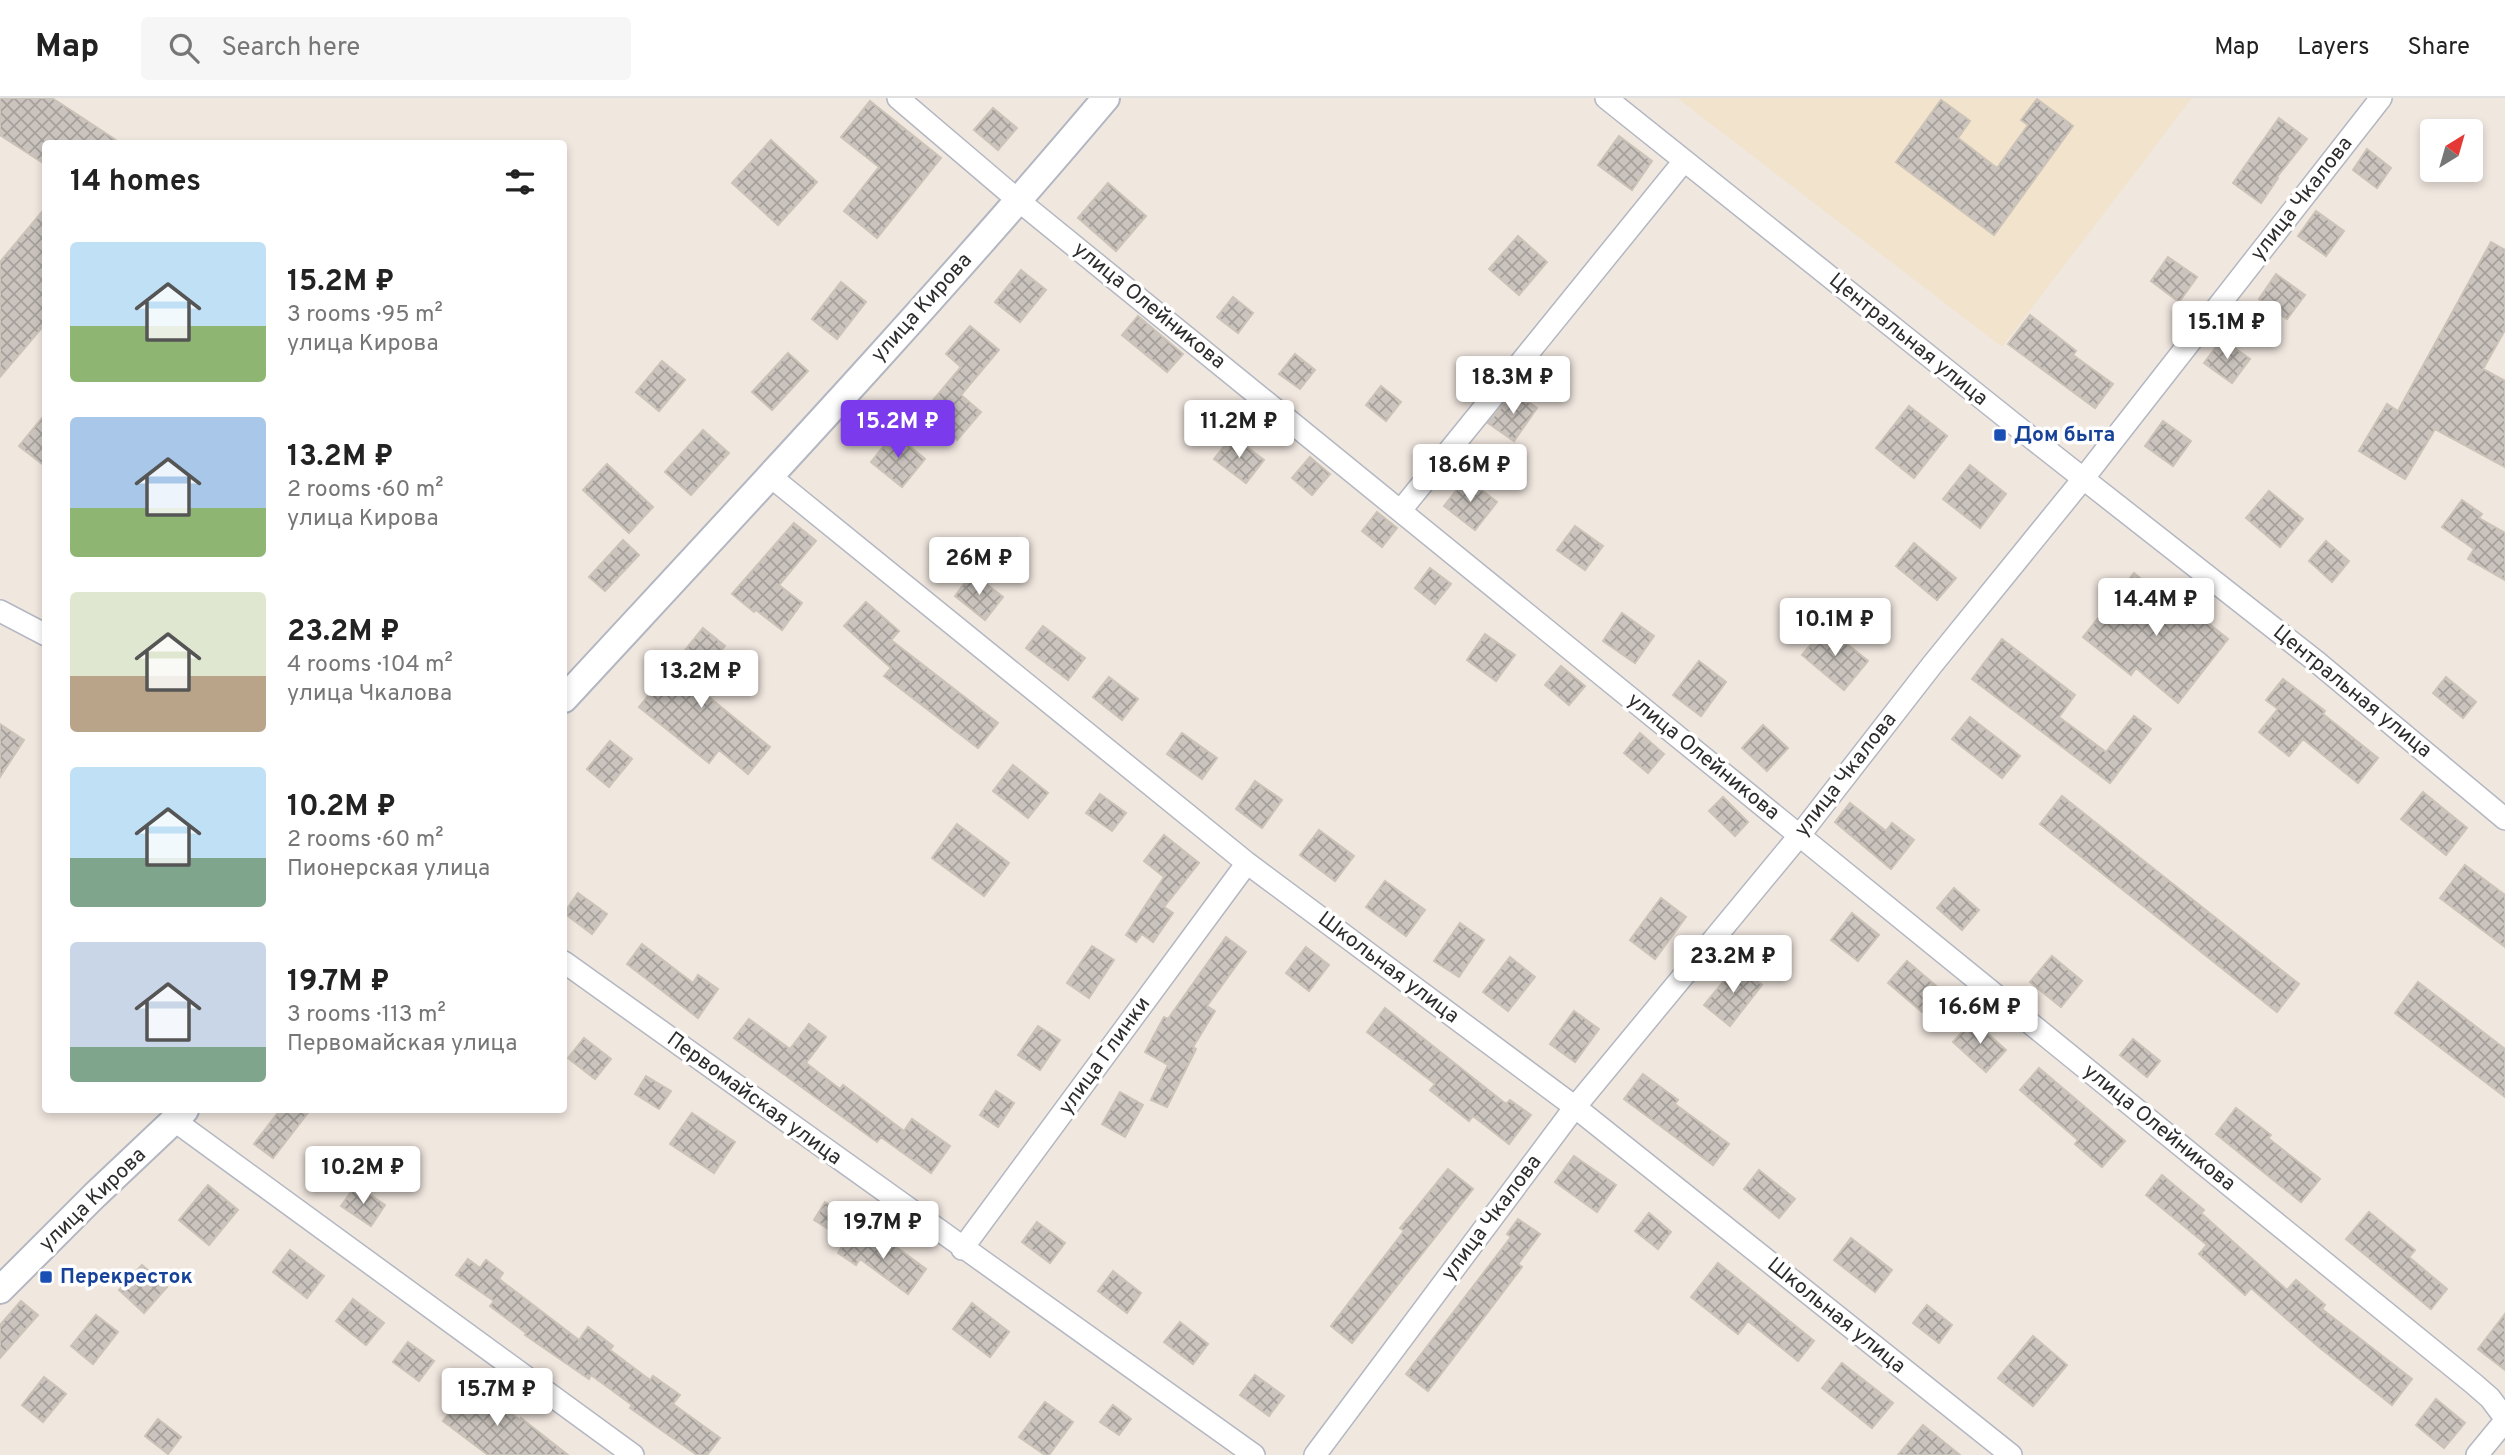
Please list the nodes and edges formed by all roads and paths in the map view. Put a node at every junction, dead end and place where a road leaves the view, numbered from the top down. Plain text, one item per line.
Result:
1 (898, 98) edge
2 (1106, 98) edge
3 (1606, 98) edge
4 (2381, 98) edge
5 (1684, 161) junction
6 (1019, 201) junction
7 (770, 476) junction
8 (2083, 479) junction
9 (1401, 510) junction
10 (0, 611) edge
11 (42, 633) edge
12 (567, 696) edge
13 (2505, 818) edge
14 (1799, 836) junction
15 (1247, 863) junction
16 (567, 964) edge
17 (1574, 1107) junction
18 (180, 1115) edge
19 (962, 1249) junction
20 (0, 1290) edge
21 (2505, 1420) edge
22 (633, 1455) edge
23 (1254, 1455) edge
24 (1315, 1455) edge
25 (2011, 1455) edge
26 (2477, 1455) edge

1 - 6 street, улица Олейникова
2 - 6 street, улица Кирова
3 - 5 street, Центральная улица
4 - 8 street, улица Чкалова
5 - 8 street, Центральная улица
5 - 9 street
6 - 7 street, улица Кирова
6 - 9 street, улица Олейникова
7 - 12 street, улица Кирова
7 - 15 street, Школьная улица
8 - 13 street, Центральная улица
8 - 14 street, улица Чкалова
9 - 14 street, улица Олейникова
10 - 11 street
14 - 17 street, улица Чкалова
14 - 21 street, улица Олейникова
15 - 17 street, Школьная улица
15 - 19 street, улица Глинки
16 - 19 street, Первомайская улица
17 - 24 street, улица Чкалова
17 - 25 street, Школьная улица
18 - 20 street, улица Кирова
18 - 22 street
19 - 23 street, Первомайская улица
21 - 26 street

::::::::::

=== DIRECTIONS FOR THIS TASK ===
Please copy each line of the material that has the string "Кирова" somewhere in it.

=== ANSWER TO THE PROBLEM ===
2 - 6 street, улица Кирова
6 - 7 street, улица Кирова
7 - 12 street, улица Кирова
18 - 20 street, улица Кирова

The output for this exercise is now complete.